Minerva Mills must be distinguished from its predecessors and adjacent doctrines. Kesavananda Bharati originated the basic structure doctrine but did not enumerate an exhaustive list; Minerva Mills applied it to invalidate specific clauses. It is distinct from Indira Nehru Gandhi v. Raj Narain (1975), which applied basic structure to an electoral-dispute amendment, and from the Golaknath case (1967), which had held that fundamental rights could not be amended at all — a position Kesavananda overruled. Minerva Mills is also distinct from the doctrine of harmonious construction, a tool of statutory interpretation, although the judgment invokes a harmony-of-Parts reasoning that resembles it in spirit.

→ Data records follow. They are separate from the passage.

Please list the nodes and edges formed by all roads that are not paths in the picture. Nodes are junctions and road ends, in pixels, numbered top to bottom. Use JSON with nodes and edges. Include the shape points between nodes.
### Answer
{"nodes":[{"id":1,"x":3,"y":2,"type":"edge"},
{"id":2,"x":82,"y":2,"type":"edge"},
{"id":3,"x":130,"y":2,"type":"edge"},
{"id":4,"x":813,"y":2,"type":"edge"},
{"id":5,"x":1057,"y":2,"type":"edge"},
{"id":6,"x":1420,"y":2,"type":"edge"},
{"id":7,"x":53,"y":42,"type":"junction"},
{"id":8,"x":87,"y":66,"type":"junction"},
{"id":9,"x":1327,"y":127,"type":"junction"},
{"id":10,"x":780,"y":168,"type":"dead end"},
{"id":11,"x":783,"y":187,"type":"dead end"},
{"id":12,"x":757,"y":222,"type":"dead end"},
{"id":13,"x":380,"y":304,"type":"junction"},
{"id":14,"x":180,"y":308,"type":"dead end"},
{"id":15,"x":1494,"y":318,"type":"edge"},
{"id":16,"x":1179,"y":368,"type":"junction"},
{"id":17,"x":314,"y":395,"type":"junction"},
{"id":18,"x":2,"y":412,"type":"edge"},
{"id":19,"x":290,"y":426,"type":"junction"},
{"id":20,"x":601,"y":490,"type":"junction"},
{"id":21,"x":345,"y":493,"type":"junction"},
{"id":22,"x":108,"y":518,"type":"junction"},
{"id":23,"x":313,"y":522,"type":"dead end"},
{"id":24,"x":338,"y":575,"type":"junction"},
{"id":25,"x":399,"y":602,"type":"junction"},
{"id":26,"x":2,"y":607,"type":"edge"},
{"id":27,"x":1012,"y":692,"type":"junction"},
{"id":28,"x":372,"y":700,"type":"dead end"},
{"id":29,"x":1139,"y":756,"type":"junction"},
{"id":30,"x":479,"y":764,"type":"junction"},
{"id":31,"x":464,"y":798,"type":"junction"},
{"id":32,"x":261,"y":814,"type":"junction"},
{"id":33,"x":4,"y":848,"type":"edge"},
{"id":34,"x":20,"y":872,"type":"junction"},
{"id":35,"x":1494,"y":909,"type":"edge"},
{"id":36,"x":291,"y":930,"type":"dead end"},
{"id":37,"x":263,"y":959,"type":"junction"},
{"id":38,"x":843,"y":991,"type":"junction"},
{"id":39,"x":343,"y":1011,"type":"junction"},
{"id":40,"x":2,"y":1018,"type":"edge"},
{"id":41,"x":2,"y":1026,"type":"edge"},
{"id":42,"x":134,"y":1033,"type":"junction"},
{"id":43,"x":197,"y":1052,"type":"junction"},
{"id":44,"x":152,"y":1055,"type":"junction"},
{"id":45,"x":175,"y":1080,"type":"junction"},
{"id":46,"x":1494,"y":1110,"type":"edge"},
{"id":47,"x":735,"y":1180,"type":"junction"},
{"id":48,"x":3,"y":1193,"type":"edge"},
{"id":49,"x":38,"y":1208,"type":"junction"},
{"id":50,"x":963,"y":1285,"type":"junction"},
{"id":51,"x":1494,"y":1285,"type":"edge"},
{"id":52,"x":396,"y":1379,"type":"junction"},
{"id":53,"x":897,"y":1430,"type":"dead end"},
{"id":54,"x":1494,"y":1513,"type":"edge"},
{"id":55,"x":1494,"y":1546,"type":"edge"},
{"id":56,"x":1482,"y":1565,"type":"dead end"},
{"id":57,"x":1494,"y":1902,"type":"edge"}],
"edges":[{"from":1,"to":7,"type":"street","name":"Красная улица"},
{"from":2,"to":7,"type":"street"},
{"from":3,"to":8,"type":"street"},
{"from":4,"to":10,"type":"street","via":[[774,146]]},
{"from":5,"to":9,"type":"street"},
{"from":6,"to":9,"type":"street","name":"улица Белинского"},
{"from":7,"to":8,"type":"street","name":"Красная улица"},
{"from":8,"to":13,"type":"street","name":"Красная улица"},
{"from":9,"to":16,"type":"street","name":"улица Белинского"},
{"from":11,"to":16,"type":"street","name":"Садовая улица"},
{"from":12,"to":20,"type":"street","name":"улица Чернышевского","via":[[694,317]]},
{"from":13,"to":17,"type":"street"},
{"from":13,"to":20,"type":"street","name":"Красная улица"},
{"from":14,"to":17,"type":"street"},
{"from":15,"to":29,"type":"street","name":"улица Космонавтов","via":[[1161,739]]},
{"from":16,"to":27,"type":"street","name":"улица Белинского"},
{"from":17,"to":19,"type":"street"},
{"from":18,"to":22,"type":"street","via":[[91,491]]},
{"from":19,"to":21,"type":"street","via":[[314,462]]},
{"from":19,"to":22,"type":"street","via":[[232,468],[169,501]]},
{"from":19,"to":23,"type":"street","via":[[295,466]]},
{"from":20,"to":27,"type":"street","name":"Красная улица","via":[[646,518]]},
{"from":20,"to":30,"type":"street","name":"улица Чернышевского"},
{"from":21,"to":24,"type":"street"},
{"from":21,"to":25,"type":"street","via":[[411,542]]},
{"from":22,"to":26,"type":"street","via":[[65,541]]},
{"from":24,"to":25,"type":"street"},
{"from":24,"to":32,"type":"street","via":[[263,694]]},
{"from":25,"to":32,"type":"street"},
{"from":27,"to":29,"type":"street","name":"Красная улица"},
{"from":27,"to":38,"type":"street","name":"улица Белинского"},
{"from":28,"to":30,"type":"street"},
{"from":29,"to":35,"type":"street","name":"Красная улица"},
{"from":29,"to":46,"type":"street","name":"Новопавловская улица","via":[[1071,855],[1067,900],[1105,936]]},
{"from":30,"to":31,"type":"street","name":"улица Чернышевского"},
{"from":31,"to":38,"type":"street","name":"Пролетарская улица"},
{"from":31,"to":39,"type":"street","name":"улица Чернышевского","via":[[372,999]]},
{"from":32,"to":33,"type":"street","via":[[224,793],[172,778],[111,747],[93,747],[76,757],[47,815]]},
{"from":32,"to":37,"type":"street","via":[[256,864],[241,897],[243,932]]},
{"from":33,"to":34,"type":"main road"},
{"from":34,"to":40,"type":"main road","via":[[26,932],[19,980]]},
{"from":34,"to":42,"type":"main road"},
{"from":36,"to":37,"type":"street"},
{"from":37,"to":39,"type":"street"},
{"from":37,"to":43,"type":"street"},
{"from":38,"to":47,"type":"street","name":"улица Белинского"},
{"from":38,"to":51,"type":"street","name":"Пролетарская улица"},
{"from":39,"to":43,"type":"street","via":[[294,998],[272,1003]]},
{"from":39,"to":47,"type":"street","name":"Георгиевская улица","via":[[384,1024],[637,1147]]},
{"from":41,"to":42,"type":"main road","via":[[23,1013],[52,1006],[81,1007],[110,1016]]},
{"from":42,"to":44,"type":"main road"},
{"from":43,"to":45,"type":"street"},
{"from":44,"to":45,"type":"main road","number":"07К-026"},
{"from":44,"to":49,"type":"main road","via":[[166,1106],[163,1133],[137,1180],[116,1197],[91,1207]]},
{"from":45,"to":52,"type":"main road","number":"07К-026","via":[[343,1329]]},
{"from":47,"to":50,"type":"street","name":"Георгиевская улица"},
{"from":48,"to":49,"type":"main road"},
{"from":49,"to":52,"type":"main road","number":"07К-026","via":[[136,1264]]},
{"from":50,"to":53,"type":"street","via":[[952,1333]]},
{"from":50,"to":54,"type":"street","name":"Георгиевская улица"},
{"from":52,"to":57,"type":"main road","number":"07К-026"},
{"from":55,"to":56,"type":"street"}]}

A persistent controversy concerns the precise present status of Justice Bhagwati's partial dissent and the question whether striking down an amending clause "revives" the earlier text — a doctrine of revival the Court accepted here but which some scholars contest. Another debated point is whether Article 368(4) and (5) remain formally on the statute book; because the Court declared them void rather than ordering their textual deletion, they appear in printed copies of the Constitution with footnoted annotations that they have been held unconstitutional. The 2007 Coelho ruling reaffirmed Minerva Mills as the touchstone for testing amendments against Articles 14, 19 and 21 read together as the "golden triangle."
For the working practitioner — the desk officer briefing on constitutional reform, the policy researcher assessing the limits of legislative action, or the civil-service aspirant — Minerva Mills supplies the operative rule that no Parliament, however large its majority, can confer on itself unlimited or unreviewable amending power. It marks the maturation of the basic structure doctrine from an abstract principle into an enforceable constraint, and it remains the leading citation whenever a constitutional amendment is challenged as destroying the document's essential architecture.
Example
In 2015 the Supreme Court cited Minerva Mills to hold judicial review a basic feature while striking down the 99th Constitutional Amendment establishing the National Judicial Appointments Commission.
Frequently asked questions
The Court invalidated Section 55, which had inserted Article 368(4) and (5) barring judicial review of amendments and declaring Parliament's amending power unlimited. It also struck down Section 4, which had expanded Article 31C to give all directive principles primacy over Articles 14 and 19, restoring Article 31C to its pre-1976 form.